In exchange for the assignment of the Marquip notes, defendant arranged for payments to be made in the form of Barry-Wehmiller Group, Inc. stock and cash. These payments were to be calculated on the basis of a formula outlined in the agreement, referred to as the "future payment program." Only plaintiffs and their son Karl participated in the future payment program, resulting in a transfer of $2,000,000 in Marquip notes to defendant. Because Lynda Ludwig, Dan Ludwig and Dean Marschke did not elect to participate in the future payment program, their Marquip notes did not constitute part of the $2,000,000.
In 2004, plaintiffs and defendant had a disagreement about the amount due under the future payment program. On May 13, 2009, Karl Marschke assigned his claims under the program to plaintiffs. The assignment allows plaintiffs to "collect all sums that are due under the Sale Agreement dated September 14, 2000 between Sellers and Barry-Wehmiller Companies, Inc." Although the assignment included signature lines for all of the Marquip note holders, only Karl signed the document.

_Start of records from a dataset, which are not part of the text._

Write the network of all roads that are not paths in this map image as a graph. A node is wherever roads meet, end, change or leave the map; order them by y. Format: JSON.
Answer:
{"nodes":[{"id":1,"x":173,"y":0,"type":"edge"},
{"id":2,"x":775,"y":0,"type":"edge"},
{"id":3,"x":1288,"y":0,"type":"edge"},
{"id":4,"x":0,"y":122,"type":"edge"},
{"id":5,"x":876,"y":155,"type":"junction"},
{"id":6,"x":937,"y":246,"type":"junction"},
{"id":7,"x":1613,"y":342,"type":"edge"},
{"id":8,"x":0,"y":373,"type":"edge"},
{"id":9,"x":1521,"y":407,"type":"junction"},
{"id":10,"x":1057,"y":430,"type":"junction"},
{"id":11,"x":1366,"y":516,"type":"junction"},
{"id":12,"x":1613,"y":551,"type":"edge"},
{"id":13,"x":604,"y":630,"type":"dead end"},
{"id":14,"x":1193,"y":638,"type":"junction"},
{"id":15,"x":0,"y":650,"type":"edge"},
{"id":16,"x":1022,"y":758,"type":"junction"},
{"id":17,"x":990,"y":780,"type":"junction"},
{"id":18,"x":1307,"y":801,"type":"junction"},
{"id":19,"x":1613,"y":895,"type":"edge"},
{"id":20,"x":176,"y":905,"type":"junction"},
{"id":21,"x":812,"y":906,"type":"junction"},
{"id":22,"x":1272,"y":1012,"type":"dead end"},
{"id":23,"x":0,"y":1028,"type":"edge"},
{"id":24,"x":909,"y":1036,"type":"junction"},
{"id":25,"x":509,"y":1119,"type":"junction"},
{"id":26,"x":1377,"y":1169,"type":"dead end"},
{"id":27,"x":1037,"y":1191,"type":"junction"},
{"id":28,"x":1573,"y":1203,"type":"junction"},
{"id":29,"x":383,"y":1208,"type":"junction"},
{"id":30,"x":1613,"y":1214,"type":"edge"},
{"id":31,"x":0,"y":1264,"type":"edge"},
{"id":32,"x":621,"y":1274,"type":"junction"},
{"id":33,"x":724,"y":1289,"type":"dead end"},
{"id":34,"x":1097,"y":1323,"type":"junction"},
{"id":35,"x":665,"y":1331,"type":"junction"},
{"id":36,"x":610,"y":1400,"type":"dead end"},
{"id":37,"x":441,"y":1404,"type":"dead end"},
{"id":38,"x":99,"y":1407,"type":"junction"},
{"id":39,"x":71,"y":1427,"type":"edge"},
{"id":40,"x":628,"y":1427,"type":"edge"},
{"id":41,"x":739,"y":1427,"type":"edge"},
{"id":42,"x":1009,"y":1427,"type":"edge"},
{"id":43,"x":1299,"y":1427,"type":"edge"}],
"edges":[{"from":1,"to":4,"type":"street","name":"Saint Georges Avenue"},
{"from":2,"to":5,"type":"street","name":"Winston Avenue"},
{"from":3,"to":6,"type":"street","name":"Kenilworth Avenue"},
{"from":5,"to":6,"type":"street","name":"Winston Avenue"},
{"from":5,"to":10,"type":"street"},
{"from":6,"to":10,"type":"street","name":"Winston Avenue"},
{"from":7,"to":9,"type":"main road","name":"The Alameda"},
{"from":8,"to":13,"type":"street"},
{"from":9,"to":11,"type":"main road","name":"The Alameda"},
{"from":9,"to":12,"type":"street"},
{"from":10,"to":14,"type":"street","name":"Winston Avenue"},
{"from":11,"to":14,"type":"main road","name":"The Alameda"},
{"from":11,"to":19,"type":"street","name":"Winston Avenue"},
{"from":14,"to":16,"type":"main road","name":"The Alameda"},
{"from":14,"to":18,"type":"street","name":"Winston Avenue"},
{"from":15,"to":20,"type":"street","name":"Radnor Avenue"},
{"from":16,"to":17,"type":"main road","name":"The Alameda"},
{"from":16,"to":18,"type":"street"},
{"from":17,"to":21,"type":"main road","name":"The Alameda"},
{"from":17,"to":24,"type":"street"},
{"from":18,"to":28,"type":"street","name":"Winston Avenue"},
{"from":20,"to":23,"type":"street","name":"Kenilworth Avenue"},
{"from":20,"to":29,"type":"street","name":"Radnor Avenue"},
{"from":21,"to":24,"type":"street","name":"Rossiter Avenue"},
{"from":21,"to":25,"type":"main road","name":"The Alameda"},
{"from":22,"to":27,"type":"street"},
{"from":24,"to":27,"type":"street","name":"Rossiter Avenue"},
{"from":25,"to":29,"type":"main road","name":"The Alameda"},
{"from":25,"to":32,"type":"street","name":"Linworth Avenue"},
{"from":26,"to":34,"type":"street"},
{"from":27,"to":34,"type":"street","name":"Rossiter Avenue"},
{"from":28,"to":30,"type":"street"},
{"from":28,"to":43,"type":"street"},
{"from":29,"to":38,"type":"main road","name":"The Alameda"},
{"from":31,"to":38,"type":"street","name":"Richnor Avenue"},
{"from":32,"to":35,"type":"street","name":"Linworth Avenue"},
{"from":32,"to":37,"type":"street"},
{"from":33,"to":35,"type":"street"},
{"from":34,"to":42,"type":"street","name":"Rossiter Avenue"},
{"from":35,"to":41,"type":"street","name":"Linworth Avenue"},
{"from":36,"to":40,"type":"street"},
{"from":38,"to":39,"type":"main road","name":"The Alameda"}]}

Plaintiffs' attorney filed suit in the Circuit Court for Price County, Wisconsin between 1:45 pm and 2:15 pm on May 14, 2009. Defendant removed that action to this court on June 11, 2008. At 5:22 pm on May 14, 2009, defendant filed a concurrent declaratory action in the United States District Court for the Eastern District of Missouri. The Missouri action names as defendants all those who possessed Marquip notes. After filing an answer to the complaint in that action, plaintiffs, the Marschkes and the Ludwigs filed a motion to dismiss or in the alternative to stay proceedings in the Missouri suit and transfer the case to this court.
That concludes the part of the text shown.